* [WHAT IS BEING ASKED] Hunt through the lines below for the string "edges" and copy each one that has it.

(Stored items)
+ + + +
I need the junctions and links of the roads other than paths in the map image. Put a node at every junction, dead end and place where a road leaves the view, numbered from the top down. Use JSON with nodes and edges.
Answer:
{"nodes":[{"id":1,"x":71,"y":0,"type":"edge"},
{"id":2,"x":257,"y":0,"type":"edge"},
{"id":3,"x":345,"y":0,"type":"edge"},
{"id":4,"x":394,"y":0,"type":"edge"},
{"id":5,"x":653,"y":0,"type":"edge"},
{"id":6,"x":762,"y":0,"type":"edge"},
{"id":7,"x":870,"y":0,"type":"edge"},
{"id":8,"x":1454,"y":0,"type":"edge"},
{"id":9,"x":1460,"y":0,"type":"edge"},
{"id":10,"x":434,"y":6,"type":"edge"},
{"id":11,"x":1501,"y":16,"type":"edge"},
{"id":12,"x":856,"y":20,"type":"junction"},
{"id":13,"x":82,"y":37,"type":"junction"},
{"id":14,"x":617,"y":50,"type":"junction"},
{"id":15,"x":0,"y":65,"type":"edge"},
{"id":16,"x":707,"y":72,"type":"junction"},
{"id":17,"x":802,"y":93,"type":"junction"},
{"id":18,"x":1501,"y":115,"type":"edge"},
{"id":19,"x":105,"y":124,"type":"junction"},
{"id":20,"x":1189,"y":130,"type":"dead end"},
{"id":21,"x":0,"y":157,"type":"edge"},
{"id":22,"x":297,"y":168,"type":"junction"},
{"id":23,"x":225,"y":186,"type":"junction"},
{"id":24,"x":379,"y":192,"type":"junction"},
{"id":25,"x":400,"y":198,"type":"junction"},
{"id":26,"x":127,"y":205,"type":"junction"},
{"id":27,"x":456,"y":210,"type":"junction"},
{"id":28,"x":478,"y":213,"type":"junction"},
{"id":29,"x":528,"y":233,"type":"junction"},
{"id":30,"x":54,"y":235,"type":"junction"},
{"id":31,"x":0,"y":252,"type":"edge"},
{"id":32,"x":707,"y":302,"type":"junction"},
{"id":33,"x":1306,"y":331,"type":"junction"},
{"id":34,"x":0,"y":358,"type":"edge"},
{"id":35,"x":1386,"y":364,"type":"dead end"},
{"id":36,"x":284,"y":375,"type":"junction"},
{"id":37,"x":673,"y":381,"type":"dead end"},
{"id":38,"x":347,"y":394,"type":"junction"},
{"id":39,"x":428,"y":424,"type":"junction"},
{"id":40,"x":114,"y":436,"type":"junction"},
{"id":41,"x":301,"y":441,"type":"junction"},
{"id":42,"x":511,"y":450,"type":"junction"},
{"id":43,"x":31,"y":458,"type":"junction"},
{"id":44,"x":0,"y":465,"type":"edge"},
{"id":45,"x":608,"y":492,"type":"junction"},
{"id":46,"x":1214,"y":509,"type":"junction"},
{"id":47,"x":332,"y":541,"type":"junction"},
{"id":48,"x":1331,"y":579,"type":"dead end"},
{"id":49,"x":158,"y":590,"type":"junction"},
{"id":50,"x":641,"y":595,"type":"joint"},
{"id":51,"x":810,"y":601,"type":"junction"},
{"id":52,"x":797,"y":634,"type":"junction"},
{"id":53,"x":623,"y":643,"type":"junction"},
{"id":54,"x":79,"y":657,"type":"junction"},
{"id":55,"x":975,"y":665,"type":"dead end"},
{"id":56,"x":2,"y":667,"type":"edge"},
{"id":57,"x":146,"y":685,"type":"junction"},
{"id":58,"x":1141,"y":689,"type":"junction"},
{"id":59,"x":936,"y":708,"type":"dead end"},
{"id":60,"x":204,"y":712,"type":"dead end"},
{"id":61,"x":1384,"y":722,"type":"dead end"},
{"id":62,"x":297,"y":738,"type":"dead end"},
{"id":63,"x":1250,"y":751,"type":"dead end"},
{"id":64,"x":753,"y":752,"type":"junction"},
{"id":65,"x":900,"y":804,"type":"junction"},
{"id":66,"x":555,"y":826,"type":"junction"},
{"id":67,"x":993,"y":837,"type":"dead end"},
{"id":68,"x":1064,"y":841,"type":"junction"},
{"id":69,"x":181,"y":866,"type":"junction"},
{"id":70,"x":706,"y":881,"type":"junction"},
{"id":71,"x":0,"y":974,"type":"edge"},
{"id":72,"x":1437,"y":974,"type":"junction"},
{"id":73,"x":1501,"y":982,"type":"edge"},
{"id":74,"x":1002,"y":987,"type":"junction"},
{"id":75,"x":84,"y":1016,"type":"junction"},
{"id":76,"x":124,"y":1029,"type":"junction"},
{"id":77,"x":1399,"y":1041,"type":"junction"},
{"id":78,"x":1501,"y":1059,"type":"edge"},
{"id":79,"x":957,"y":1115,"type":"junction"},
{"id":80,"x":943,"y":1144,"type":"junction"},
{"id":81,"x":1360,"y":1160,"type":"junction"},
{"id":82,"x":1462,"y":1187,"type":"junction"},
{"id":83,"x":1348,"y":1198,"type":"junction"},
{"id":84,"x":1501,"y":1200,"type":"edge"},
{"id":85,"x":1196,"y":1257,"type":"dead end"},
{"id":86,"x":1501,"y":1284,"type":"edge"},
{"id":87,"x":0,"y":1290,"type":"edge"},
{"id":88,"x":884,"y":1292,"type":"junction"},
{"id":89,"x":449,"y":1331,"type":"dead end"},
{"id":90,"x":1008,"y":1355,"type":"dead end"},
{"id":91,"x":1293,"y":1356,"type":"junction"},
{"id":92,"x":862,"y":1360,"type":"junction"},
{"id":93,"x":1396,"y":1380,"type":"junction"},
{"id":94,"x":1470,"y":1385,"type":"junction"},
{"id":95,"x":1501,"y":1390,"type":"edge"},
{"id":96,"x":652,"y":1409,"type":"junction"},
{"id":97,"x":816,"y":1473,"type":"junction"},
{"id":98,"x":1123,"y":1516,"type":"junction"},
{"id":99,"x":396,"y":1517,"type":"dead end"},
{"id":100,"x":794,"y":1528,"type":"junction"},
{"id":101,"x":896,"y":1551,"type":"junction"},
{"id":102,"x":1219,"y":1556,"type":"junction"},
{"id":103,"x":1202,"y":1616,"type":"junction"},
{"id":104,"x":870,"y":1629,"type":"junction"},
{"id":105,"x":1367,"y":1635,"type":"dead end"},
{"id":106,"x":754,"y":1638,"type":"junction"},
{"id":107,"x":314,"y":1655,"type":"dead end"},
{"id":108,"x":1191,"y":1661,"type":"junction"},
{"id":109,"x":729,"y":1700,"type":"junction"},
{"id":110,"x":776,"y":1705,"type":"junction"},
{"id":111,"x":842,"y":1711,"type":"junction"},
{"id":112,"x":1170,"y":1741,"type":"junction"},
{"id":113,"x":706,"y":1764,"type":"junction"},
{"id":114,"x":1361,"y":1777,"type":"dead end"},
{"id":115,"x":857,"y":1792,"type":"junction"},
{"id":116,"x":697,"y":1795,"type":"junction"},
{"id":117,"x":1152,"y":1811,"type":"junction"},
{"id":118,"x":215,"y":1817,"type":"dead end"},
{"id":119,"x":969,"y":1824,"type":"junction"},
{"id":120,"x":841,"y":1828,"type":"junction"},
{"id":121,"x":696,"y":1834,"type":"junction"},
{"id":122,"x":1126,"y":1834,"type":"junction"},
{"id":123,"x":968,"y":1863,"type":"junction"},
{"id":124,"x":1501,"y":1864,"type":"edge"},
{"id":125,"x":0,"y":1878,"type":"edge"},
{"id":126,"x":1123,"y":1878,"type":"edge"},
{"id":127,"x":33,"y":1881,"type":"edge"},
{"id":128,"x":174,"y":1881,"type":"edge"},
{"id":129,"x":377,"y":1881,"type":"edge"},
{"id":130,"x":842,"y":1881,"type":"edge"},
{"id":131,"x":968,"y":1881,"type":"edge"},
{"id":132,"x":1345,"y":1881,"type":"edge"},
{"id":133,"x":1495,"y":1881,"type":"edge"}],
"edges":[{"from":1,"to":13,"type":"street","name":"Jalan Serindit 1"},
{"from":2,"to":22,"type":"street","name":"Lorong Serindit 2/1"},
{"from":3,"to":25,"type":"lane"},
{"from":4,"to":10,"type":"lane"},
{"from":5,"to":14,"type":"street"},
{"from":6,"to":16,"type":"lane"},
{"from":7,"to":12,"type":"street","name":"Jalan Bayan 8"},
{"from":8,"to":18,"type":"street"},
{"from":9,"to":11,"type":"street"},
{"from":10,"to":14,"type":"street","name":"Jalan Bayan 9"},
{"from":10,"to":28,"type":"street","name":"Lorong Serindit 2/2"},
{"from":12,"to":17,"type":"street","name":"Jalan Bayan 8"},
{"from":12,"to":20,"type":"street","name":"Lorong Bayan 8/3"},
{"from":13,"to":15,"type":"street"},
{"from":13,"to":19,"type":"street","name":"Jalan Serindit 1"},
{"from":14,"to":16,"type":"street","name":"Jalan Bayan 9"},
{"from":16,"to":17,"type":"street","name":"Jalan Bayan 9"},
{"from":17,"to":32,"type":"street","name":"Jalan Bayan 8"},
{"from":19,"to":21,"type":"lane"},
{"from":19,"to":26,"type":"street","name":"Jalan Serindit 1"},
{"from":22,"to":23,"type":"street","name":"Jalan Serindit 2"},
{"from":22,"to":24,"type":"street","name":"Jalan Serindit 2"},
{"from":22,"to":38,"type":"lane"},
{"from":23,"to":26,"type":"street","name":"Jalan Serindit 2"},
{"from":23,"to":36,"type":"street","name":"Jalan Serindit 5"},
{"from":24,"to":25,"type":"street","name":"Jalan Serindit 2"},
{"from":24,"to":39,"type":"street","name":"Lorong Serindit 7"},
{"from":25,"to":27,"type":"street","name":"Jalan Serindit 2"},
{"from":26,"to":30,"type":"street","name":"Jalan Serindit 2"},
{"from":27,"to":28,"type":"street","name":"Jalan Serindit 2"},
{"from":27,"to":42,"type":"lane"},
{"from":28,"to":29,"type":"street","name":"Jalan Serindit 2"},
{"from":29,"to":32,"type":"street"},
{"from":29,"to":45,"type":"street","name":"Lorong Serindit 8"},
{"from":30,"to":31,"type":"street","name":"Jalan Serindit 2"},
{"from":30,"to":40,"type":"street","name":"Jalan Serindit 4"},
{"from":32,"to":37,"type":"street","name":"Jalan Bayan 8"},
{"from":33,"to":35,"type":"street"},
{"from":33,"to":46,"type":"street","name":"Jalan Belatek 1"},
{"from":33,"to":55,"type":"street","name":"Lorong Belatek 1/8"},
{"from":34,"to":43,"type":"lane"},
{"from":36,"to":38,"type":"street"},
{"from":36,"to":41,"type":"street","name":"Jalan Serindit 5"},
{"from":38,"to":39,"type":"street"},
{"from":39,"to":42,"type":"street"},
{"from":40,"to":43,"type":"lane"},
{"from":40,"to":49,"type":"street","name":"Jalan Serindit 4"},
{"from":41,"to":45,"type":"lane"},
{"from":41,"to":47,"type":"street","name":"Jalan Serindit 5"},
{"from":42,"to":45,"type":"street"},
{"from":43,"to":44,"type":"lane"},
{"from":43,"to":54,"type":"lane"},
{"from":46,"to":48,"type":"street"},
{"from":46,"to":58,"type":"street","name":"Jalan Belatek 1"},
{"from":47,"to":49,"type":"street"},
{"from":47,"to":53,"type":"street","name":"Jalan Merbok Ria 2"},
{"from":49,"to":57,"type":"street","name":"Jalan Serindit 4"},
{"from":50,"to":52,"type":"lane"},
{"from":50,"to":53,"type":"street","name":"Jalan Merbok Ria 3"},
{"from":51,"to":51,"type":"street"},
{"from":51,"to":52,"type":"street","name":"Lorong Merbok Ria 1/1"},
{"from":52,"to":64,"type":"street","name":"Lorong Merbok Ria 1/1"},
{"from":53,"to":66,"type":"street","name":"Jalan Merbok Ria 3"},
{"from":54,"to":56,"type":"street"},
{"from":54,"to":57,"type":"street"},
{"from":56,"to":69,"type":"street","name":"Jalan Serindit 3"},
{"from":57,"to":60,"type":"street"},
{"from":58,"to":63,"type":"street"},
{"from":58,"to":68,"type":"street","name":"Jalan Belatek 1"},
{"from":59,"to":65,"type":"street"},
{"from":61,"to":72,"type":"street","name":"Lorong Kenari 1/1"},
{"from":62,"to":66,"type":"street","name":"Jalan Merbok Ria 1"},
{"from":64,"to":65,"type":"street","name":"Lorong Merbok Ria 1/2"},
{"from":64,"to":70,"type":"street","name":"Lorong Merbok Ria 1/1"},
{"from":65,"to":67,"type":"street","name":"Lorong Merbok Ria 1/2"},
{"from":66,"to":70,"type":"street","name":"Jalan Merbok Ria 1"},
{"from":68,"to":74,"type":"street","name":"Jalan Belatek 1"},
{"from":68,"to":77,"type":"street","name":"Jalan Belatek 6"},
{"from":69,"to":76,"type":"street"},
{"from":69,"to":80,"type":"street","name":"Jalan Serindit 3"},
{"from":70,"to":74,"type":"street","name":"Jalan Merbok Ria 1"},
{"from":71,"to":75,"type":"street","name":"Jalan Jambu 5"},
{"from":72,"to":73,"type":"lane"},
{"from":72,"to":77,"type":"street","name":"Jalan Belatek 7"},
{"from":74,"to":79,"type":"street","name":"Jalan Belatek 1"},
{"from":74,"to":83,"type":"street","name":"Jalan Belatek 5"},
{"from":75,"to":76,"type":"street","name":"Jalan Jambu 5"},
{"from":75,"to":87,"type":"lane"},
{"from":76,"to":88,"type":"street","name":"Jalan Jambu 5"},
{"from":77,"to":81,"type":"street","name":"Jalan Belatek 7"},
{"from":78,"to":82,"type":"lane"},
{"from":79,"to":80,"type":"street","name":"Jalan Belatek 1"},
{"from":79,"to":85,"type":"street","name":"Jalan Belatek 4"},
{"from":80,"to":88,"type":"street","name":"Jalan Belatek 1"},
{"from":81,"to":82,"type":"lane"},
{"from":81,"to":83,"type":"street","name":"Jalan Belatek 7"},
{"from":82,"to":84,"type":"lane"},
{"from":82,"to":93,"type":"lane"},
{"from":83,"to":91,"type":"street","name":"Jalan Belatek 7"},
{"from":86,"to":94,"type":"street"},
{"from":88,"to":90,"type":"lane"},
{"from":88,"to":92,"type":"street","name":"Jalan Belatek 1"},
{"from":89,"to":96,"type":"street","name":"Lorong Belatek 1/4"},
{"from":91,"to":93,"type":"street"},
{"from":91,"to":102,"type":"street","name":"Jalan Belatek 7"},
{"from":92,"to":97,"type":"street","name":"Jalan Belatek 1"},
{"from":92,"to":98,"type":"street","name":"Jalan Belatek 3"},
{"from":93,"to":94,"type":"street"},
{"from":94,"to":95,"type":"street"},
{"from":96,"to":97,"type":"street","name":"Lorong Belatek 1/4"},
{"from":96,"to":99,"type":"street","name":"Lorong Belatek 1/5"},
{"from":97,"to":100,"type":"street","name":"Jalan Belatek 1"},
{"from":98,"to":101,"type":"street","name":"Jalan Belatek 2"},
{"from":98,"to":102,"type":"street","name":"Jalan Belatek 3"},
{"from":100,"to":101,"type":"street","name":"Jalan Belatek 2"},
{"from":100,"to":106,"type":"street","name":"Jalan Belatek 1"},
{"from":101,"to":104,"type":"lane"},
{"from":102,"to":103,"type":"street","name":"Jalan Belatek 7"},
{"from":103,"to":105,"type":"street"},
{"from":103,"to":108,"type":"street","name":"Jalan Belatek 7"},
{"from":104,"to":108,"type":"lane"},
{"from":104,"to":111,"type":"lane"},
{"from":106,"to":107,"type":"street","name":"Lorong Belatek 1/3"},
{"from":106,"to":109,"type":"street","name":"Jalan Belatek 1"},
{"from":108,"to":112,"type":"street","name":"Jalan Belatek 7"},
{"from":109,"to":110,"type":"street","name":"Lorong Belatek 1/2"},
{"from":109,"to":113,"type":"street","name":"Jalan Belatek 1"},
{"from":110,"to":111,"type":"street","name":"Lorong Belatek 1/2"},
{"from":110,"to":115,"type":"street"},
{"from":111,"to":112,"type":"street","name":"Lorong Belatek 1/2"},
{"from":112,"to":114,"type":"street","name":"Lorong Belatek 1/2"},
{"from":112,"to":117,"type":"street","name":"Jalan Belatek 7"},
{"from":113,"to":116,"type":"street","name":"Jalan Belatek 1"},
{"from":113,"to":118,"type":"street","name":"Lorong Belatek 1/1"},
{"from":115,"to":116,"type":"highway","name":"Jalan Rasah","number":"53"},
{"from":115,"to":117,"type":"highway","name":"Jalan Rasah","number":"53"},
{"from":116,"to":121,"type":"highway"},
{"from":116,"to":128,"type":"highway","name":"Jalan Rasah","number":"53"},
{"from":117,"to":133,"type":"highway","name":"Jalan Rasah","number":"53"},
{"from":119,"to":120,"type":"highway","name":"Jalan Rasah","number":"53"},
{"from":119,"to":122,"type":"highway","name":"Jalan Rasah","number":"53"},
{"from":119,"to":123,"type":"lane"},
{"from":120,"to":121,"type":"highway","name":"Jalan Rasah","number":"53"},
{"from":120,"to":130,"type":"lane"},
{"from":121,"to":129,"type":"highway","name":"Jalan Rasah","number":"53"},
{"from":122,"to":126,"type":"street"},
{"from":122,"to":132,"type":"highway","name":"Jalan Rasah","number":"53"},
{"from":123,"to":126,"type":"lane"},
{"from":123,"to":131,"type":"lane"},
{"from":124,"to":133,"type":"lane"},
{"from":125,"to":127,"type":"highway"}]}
+ + + +
* [OUTPUT FOR THIS EXERCISE]
I need the junctions and links of the roads other than paths in the map image. Put a node at every junction, dead end and place where a road leaves the view, numbered from the top down. Use JSON with nodes and edges.
"edges":[{"from":1,"to":13,"type":"street","name":"Jalan Serindit 1"},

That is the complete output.